» **EXERCISE OBJECTIVE**: Write out the full listing again, exactly as it stands.

GIVEN ENTRIES Block Start

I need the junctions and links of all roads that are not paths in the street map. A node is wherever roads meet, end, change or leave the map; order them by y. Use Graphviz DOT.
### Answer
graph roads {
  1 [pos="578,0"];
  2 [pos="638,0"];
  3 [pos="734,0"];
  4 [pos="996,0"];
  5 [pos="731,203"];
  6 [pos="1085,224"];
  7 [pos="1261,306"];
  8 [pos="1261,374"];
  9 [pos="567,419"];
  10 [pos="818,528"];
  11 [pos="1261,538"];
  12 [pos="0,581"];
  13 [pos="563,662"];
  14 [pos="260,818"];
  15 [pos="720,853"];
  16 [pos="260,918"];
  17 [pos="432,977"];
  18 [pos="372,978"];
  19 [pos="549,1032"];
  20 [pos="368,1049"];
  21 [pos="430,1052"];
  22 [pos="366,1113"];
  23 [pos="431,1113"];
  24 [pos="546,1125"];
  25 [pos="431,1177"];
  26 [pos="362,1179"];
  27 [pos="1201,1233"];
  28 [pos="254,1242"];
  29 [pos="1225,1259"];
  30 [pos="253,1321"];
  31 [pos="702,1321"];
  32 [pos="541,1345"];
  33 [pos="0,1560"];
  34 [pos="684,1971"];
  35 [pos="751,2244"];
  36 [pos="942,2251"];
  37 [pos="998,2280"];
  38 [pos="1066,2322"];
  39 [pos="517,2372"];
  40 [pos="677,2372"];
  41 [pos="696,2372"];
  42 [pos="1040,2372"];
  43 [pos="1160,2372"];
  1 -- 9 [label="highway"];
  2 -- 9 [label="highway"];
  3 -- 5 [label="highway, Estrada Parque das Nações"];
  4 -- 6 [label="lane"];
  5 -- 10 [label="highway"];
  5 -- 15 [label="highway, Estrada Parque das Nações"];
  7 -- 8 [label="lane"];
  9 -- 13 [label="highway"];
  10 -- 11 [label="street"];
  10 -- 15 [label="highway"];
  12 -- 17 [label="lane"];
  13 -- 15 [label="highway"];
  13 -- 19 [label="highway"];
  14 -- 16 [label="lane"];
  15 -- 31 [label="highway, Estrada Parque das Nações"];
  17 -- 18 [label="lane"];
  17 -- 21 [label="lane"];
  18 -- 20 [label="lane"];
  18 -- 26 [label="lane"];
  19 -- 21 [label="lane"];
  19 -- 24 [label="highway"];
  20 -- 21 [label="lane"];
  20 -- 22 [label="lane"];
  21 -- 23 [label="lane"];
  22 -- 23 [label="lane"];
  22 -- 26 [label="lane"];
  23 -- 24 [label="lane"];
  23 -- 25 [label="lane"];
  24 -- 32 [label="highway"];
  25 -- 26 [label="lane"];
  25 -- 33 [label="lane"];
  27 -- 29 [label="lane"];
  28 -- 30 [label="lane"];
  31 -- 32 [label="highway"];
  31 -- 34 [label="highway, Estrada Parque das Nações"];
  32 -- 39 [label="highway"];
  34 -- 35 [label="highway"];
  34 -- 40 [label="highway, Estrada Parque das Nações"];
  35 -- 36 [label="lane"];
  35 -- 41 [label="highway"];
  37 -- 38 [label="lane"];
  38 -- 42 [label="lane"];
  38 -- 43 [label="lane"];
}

GIVEN ENTRIES Block End

» **TASK ANSWER**:
I need the junctions and links of all roads that are not paths in the street map. A node is wherever roads meet, end, change or leave the map; order them by y. Use Graphviz DOT.
### Answer
graph roads {
  1 [pos="578,0"];
  2 [pos="638,0"];
  3 [pos="734,0"];
  4 [pos="996,0"];
  5 [pos="731,203"];
  6 [pos="1085,224"];
  7 [pos="1261,306"];
  8 [pos="1261,374"];
  9 [pos="567,419"];
  10 [pos="818,528"];
  11 [pos="1261,538"];
  12 [pos="0,581"];
  13 [pos="563,662"];
  14 [pos="260,818"];
  15 [pos="720,853"];
  16 [pos="260,918"];
  17 [pos="432,977"];
  18 [pos="372,978"];
  19 [pos="549,1032"];
  20 [pos="368,1049"];
  21 [pos="430,1052"];
  22 [pos="366,1113"];
  23 [pos="431,1113"];
  24 [pos="546,1125"];
  25 [pos="431,1177"];
  26 [pos="362,1179"];
  27 [pos="1201,1233"];
  28 [pos="254,1242"];
  29 [pos="1225,1259"];
  30 [pos="253,1321"];
  31 [pos="702,1321"];
  32 [pos="541,1345"];
  33 [pos="0,1560"];
  34 [pos="684,1971"];
  35 [pos="751,2244"];
  36 [pos="942,2251"];
  37 [pos="998,2280"];
  38 [pos="1066,2322"];
  39 [pos="517,2372"];
  40 [pos="677,2372"];
  41 [pos="696,2372"];
  42 [pos="1040,2372"];
  43 [pos="1160,2372"];
  1 -- 9 [label="highway"];
  2 -- 9 [label="highway"];
  3 -- 5 [label="highway, Estrada Parque das Nações"];
  4 -- 6 [label="lane"];
  5 -- 10 [label="highway"];
  5 -- 15 [label="highway, Estrada Parque das Nações"];
  7 -- 8 [label="lane"];
  9 -- 13 [label="highway"];
  10 -- 11 [label="street"];
  10 -- 15 [label="highway"];
  12 -- 17 [label="lane"];
  13 -- 15 [label="highway"];
  13 -- 19 [label="highway"];
  14 -- 16 [label="lane"];
  15 -- 31 [label="highway, Estrada Parque das Nações"];
  17 -- 18 [label="lane"];
  17 -- 21 [label="lane"];
  18 -- 20 [label="lane"];
  18 -- 26 [label="lane"];
  19 -- 21 [label="lane"];
  19 -- 24 [label="highway"];
  20 -- 21 [label="lane"];
  20 -- 22 [label="lane"];
  21 -- 23 [label="lane"];
  22 -- 23 [label="lane"];
  22 -- 26 [label="lane"];
  23 -- 24 [label="lane"];
  23 -- 25 [label="lane"];
  24 -- 32 [label="highway"];
  25 -- 26 [label="lane"];
  25 -- 33 [label="lane"];
  27 -- 29 [label="lane"];
  28 -- 30 [label="lane"];
  31 -- 32 [label="highway"];
  31 -- 34 [label="highway, Estrada Parque das Nações"];
  32 -- 39 [label="highway"];
  34 -- 35 [label="highway"];
  34 -- 40 [label="highway, Estrada Parque das Nações"];
  35 -- 36 [label="lane"];
  35 -- 41 [label="highway"];
  37 -- 38 [label="lane"];
  38 -- 42 [label="lane"];
  38 -- 43 [label="lane"];
}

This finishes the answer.